Apresentando André Viana
De André Viana

Cosac Naify publicou em abril o romance de estreia de André Viana, O doente, que narra, no formato de uma série de entrevistas gravadas, os principais momentos da vida de um homem sem nome a partir da morte do seu pai, de câncer, no dia do seu aniversário de onze anos.

Para apresentar André Viana ao público leitor, uma breve entrevista com o escritor:

 

Você trabalha há muitos anos com jornalismo. Como foi migrar para a ficção? Já tinha escrito outros textos ficcionais antes deste romance?

Na verdade, minha migração é quase o inverso. Meu pai, Antonio Carlos Viana, é escritor (quem não conhece, corra já até a livraria mais próxima). O tema da ficção, portanto, é algo que me acompanha desde criança: as conversas entre meus pais, os livros sempre presentes na decoração de casa (eu não lia tudo, obviamente, mas sabia de cor a posição de cada livro na estante). A Faculdade de Letras, no fim, era o destino que me parecia mais natural. Mas aconteceu que no ano em que prestei vestibular, 1994, a Universidade Federal de Sergipe inaugurou o curso de Jornalismo. E eu sucumbi à tentação. Assim que me formei, em 1997, fui chamado para fazer o Curso Abril de Jornalismo, na editora Abril, em São Paulo, e logo emendei com meu primeiro emprego, e a vida seguiu. Claro, desde a faculdade tinha minhas tentativas secretas de escrever textos que pareciam contos, embora no fundo eu soubesse que não eram nada. Felizmente sempre tive bom senso e gavetas dentro de casa.

 

O personagem central, que narra sua história a um interlocutor “mudo”, é uma figura de opiniões fortes e histórias pesadas. Qual foi sua inspiração para criar tal personagem?

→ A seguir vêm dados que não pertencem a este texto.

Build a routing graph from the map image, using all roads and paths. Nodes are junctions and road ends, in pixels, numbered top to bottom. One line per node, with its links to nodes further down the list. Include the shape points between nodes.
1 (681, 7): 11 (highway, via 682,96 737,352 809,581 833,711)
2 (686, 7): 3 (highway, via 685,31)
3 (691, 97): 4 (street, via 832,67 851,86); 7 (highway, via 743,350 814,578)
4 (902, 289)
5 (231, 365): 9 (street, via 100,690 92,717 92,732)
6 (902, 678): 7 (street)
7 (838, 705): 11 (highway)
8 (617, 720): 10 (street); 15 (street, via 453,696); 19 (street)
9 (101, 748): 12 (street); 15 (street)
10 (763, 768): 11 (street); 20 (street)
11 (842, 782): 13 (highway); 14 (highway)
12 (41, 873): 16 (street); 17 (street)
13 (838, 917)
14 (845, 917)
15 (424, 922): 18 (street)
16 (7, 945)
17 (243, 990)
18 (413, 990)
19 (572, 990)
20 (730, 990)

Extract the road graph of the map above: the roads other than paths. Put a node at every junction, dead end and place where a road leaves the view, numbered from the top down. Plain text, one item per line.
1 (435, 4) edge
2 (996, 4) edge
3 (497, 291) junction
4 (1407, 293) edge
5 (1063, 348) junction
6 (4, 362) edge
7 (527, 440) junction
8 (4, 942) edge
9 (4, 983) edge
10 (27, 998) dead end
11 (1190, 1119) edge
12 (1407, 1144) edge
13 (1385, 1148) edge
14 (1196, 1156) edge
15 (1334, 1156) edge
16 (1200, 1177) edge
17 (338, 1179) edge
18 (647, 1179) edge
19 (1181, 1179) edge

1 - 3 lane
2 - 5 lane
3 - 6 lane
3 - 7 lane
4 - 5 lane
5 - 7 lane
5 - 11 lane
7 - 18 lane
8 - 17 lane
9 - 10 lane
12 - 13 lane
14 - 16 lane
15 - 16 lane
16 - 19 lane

A resposta a essa pergunta é quase uma continuidade da anterior. Em 15 anos de jornalismo, por supuesto, fiz muitas entrevistas, encontrei pelo caminho o mais variado tipo de gente. O personagem de O doente, como muitos personagens, é o resultado de muitas “opiniões fortes e histórias pesadas”. Toda vez que eu ouvia algo interessante, armazenava em algum escaninho cerebral, talvez um, pensando agora, no qual estivesse escrito “para futura ficção”. Comecei a escrever O doente em 2002, o que marca precisamente 12 anos entre a primeira frase escrita e a publicação (curiosidade: a primeiríssima frase que escrevi para o que viria a ser O doente é a que inicia a segunda carta, página 113). Eu estava, portanto, com 27 para 28 anos. Ainda tinha uma carreira jornalística a consolidar e nenhuma pressa ou desejo de me tornar ficcionista. Escrever O doente durante todos esses anos foi um modo de não deixar meu pensamento enferrujar. Minha amizade com o personagem foi se consolidando com o tempo. A tal ponto que uma hora achei que seria maldade minha mantê-lo encarcerado no meu computador, e achei por bem libertá-lo. Ele estava precisando, coitado, vida sofrida danada, merecia ter a chance de uma vida nova.

 

Livros que giram em torno de uma figura presa em sua própria diatribe é a marca registrada do austríaco Thomas Bernhard — citado nominalmente em O doente. Qual a influência de Bernhard em sua escrita?

O que pode haver de Thomas Bernhard na minha escrita, e não só na minha escrita, mas no jeito como enxergo a arte, é o modo como ele usa a raiva como motor para sua literatura. Mas, nesse ponto, talvez meu maior exemplo literário esteja mesmo dentro de casa, com meu pai. De todo modo, a raiva de Thomas Bernhard ou de Antonio Carlos Viana não é mais influente na minha escrita do que a poesia de Carlos Drummond de Andrade, outro citado nominalmente. Ou as músicas do Radiohead, que ouvi muito enquanto escrevi o livro. Ou todos os filmes citados no livro. Agora, se há um Thomas importante em O doente, esse Thomas é o Mann, autor da epígrafe e do epitáfio do livro — e esse ponto de chegada e partida em O doente não é mera coincidência, claro. É bom lembrar que era para Hans Castorp, personagem principal de A montanha mágica, passar apenas três semanas no Sanatório Berghof, visitando o primo Joachim. Terminou vivendo sete anos lá em cima. Esse longo “estado de suspensão”, essa “figura presa”, é uma — senão a — grande influência para o personagem de O doente.